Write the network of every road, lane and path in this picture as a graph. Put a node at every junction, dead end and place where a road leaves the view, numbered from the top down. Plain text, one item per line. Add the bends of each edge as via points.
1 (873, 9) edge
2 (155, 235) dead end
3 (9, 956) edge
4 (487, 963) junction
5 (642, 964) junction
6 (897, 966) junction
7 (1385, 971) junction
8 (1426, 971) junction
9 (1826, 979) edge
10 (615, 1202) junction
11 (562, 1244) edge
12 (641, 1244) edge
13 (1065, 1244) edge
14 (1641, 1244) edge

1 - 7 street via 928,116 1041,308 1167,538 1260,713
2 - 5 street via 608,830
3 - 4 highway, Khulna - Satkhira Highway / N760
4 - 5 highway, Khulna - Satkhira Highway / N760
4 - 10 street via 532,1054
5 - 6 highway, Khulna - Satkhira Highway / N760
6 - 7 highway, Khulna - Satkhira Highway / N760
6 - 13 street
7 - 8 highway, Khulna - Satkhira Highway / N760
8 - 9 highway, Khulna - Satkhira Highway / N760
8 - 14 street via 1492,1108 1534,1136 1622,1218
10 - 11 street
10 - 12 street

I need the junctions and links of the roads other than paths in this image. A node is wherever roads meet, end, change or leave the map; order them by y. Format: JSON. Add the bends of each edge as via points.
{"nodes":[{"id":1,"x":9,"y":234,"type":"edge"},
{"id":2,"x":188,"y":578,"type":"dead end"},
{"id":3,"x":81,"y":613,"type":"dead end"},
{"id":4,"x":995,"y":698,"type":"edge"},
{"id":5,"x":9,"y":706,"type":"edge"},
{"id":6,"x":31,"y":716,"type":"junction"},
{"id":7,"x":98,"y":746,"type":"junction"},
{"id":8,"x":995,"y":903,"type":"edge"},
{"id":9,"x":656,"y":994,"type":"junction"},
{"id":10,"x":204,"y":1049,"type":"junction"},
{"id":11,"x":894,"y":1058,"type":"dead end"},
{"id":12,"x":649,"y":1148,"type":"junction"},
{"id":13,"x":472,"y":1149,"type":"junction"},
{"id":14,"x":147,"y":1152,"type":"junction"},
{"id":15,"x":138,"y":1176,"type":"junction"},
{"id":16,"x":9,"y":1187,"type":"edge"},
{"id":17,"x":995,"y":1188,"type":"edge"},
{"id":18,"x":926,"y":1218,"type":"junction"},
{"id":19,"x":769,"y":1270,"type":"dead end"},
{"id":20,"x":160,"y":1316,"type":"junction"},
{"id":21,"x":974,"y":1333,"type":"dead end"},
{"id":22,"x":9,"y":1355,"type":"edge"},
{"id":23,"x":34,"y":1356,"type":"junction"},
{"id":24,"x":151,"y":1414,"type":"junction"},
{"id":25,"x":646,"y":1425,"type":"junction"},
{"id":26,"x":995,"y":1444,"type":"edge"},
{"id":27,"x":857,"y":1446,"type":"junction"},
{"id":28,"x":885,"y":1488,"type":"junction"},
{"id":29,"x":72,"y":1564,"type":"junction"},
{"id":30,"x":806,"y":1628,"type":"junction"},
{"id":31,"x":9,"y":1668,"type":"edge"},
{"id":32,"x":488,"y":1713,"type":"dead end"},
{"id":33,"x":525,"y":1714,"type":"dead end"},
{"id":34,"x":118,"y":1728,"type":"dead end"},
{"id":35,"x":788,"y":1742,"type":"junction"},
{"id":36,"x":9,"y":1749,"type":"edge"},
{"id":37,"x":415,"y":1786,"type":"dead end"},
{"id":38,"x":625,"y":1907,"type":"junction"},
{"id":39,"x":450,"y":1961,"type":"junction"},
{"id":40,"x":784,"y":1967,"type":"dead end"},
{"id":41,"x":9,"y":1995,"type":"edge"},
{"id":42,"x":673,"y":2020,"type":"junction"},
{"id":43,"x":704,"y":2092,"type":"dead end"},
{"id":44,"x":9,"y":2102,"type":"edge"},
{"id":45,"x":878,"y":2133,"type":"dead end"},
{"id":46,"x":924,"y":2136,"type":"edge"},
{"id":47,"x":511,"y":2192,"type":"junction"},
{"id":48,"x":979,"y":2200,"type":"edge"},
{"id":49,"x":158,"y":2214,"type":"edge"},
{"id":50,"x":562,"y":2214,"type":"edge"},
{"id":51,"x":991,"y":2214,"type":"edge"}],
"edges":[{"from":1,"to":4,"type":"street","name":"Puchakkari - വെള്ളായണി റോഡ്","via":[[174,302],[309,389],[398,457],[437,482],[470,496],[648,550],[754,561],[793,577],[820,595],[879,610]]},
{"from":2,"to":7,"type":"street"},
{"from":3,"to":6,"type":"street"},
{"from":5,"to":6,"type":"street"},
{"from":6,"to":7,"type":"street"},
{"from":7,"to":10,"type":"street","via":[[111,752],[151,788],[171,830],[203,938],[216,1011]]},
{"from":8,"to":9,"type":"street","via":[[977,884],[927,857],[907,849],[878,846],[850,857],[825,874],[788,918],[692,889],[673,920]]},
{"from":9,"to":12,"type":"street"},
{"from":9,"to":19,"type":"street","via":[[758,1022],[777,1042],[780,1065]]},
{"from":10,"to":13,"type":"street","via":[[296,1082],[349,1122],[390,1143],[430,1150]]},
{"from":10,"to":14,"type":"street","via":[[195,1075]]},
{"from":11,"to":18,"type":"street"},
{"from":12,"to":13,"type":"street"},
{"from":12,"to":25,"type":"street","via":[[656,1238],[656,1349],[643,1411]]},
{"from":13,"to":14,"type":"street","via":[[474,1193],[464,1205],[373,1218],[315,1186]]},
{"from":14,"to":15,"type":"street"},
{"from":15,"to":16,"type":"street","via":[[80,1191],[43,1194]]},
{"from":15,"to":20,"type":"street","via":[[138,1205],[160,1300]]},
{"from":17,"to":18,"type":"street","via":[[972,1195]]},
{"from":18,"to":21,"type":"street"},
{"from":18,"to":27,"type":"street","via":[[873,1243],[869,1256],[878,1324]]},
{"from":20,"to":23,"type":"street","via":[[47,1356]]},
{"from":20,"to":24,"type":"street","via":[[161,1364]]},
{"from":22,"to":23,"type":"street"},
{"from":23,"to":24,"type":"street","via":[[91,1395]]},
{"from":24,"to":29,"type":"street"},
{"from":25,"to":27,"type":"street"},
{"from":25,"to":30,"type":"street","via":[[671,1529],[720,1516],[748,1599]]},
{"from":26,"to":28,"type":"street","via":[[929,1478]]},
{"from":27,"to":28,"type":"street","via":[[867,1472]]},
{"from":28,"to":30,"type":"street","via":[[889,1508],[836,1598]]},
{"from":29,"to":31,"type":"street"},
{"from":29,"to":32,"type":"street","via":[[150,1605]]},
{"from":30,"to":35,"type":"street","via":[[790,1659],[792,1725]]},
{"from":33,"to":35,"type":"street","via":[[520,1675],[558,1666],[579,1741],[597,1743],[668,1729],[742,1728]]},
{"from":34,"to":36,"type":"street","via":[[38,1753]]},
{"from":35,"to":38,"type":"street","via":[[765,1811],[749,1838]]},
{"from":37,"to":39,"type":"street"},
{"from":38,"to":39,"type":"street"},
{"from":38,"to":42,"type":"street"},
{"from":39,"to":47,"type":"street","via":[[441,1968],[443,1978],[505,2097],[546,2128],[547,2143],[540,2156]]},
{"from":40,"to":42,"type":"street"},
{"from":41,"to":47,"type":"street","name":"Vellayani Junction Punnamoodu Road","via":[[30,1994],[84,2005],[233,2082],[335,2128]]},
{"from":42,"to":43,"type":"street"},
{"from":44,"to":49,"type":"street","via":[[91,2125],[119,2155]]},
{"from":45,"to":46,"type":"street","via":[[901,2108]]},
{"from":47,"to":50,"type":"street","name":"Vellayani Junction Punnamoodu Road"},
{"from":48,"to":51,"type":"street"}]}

#### ABOUT THIS EXERCISE:
The answer should be all lines from the entries above that hold the word "Khulna".

#### EXERCISE RESPONSE:
3 - 4 highway, Khulna - Satkhira Highway / N760
4 - 5 highway, Khulna - Satkhira Highway / N760
5 - 6 highway, Khulna - Satkhira Highway / N760
6 - 7 highway, Khulna - Satkhira Highway / N760
7 - 8 highway, Khulna - Satkhira Highway / N760
8 - 9 highway, Khulna - Satkhira Highway / N760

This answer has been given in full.